Based on what she witnessed within the classroom, Archer said that she had never seen such a positive learning environment among her students as when they took a group exam. It was a different, though equally successful type of learning that she did not see with individual testing. She added that though test grades did not reflect any difference in the students, qualitative data such as final class evaluations showed that roughly 2/3 of her class preferred group tests to individual ones.
Cheng took a different approach in his presentation and spoke about the changes he made to two Trinity engineering courses within the past two years. Before explaining the changes in course work he made, he showed the audience a slide of two different types of learning. The first was called the “pour it in” model, where a professor simply lectures to his students and expects them to retain and memorize the knowledge. The second, which Cheng used as inspiration for his research, was called the “keep it flowing” method, where knowledge is transferred from the professor initially, but then kept moving from student to student interaction.
He emphasized his two main objectives for his research; his designs needed to have a real world setting and they must have the ability to be completed within two to three weeks. Like Archer, Cheng experimented with the differences between group work and individual work and the overall effect on students’ succss. An important addition he made to his coursework was a worksheet where students could write down as many ideas as possible and share them with the class. Cheng carefully balanced this type of individual work and the group work that took place inside the lab. He also included a presentation aspect to the course requirements so that his students could show their creativity and unique approach to the design model, as well as to enhance overall presentation skills. As his presentation came to a close, Cheng pulled up a past presentation from one of his students to demonstrate how his “rapid design” course model turned out and the successful results it generated.

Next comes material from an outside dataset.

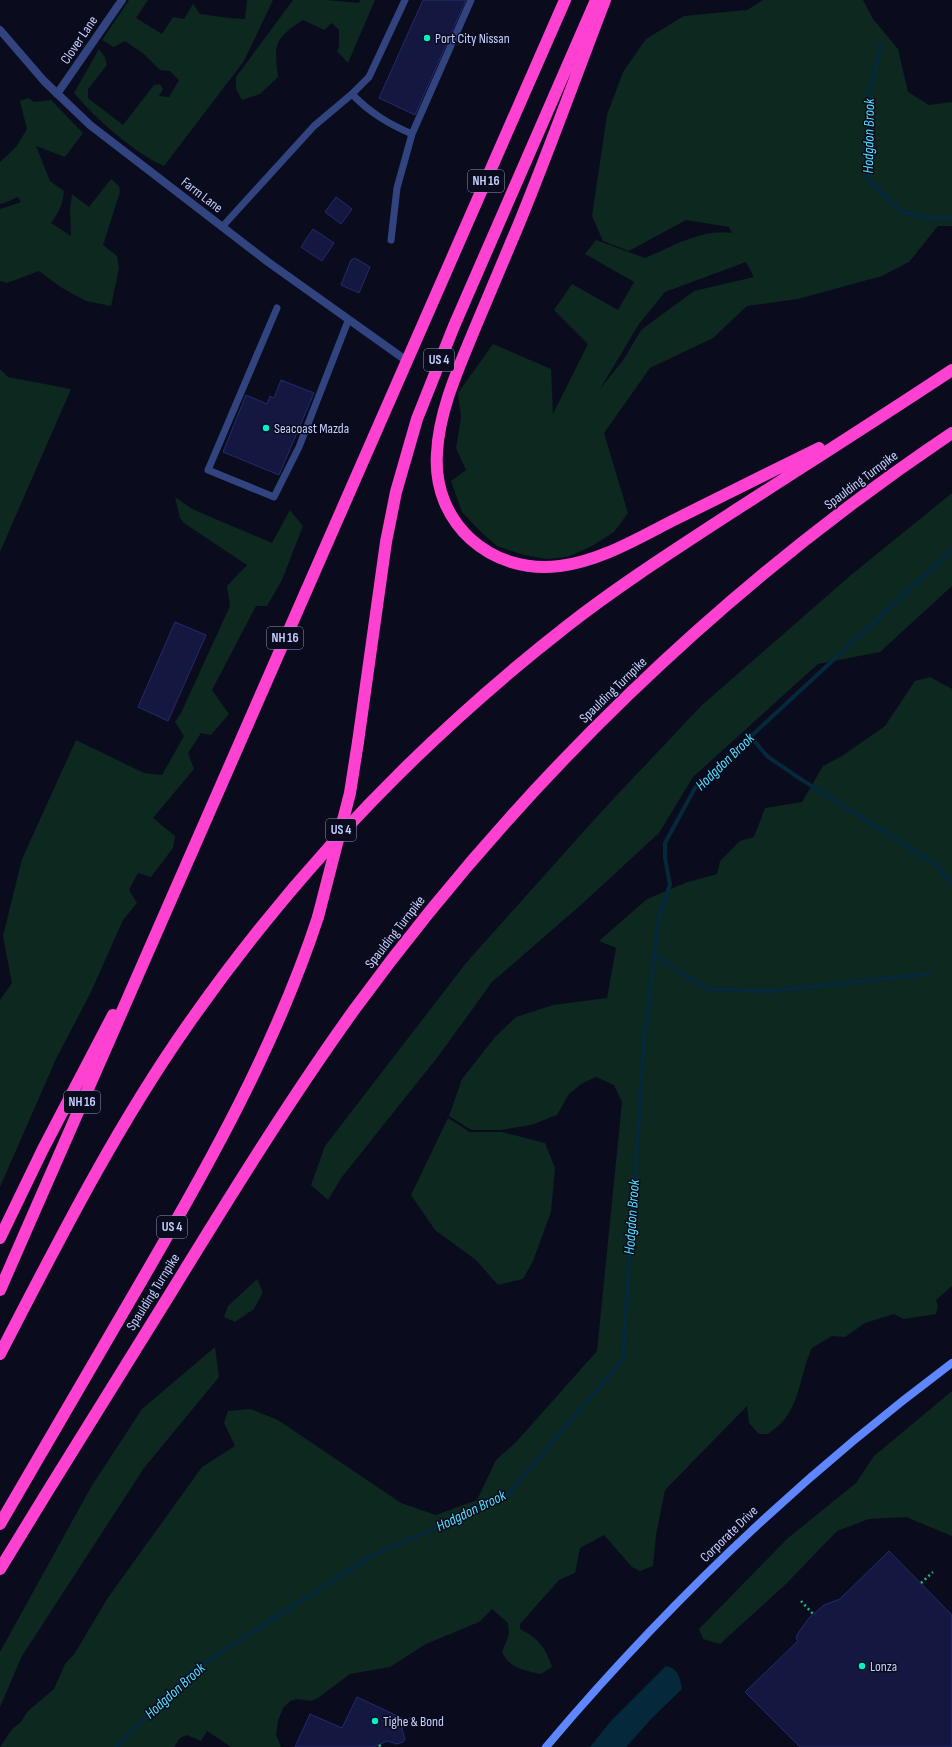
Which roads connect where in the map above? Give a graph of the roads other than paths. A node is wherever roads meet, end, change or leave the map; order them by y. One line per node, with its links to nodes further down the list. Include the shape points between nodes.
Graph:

The CTL works to promote effectiveness in teaching in all its dimensions and focuses on supporting newly hired, untenured faculty at Trinity and providing them with the tools necessary to maximize their teaching efforts. Some of the main goals of the CTL consist of educating faculty on effective teaching techniques, scholarships, and the role of liberal arts education. The CTL hosts events and seminars throughout the year that are open to the public and welcome faculty and students of all academic standing.